*** Opening Extracted information ***

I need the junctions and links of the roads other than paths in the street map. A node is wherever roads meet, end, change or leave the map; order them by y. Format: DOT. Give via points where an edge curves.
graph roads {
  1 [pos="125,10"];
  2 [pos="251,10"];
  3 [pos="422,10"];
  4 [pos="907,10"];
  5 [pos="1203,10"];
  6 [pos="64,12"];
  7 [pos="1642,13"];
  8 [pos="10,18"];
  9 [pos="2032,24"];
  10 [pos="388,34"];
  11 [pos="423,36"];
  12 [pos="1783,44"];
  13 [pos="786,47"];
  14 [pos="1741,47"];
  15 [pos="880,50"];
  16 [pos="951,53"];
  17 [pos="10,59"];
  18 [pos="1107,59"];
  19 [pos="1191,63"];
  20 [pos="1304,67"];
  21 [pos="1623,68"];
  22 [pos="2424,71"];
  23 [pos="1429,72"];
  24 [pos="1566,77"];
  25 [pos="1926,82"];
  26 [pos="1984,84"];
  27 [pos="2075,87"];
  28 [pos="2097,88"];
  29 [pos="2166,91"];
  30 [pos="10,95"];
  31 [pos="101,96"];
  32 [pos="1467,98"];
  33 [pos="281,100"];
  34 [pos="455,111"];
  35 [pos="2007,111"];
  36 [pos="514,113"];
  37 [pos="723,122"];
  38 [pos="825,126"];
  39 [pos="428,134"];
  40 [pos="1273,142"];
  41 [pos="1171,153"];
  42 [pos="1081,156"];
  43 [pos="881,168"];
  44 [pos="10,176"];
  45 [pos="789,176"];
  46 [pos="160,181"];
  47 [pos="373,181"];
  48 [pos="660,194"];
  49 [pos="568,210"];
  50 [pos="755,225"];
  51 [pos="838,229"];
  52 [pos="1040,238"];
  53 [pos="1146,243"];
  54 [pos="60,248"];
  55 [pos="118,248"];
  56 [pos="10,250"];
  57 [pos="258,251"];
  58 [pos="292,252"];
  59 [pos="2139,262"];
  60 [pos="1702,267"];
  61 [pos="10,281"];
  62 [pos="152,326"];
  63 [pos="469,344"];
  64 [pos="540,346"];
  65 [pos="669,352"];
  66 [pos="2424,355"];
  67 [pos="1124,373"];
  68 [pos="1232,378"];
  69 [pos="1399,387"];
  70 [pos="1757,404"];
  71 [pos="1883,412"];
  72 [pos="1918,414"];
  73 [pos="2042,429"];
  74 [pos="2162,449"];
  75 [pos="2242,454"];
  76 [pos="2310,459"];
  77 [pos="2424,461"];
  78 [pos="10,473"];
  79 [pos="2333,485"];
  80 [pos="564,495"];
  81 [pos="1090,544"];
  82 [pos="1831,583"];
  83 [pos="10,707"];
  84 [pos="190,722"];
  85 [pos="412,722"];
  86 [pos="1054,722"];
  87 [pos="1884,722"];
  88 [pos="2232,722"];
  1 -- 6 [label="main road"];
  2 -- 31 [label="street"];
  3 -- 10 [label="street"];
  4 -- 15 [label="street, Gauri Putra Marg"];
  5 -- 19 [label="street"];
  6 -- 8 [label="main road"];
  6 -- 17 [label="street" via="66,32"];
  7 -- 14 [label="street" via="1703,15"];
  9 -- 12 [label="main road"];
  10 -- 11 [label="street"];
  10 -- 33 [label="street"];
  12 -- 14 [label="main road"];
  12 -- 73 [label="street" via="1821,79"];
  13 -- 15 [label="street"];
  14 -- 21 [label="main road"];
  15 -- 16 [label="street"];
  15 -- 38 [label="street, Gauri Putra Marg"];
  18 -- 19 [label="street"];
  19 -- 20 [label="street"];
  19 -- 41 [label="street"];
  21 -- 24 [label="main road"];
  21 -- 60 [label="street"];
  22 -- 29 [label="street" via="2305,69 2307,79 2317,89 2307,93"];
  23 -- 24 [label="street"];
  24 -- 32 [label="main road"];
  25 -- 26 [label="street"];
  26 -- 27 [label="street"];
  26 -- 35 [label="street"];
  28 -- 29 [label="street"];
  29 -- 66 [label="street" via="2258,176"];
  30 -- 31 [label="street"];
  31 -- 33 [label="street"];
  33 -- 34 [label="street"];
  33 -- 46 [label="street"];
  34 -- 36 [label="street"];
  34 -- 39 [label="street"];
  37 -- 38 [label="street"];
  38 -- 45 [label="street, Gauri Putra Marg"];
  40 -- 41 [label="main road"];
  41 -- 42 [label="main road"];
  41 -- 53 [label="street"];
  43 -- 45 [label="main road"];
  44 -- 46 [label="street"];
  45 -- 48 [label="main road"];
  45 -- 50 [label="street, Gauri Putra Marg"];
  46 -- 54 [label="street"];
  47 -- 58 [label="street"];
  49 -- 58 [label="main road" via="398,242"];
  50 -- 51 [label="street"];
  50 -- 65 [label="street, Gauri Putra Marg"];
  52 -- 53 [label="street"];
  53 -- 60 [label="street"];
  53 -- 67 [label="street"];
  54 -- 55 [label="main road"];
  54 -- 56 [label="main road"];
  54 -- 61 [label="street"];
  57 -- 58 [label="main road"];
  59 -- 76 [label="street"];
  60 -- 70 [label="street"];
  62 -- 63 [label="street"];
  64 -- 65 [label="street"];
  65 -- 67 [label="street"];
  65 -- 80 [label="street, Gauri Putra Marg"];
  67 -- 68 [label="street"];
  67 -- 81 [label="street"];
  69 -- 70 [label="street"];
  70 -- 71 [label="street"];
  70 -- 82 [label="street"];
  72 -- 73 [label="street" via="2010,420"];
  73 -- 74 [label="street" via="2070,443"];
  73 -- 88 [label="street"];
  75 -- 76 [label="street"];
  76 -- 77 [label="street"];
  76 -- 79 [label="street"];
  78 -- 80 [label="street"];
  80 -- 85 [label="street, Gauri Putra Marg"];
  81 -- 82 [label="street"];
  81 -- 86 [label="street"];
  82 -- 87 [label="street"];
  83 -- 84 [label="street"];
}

*** Closing Extracted information ***

■ **Problem to work on**: In the records above, find every line with the word "roads" and copy it.

■ **Problem solution**:
I need the junctions and links of the roads other than paths in the street map. A node is wherever roads meet, end, change or leave the map; order them by y. Format: DOT. Give via points where an edge curves.
graph roads {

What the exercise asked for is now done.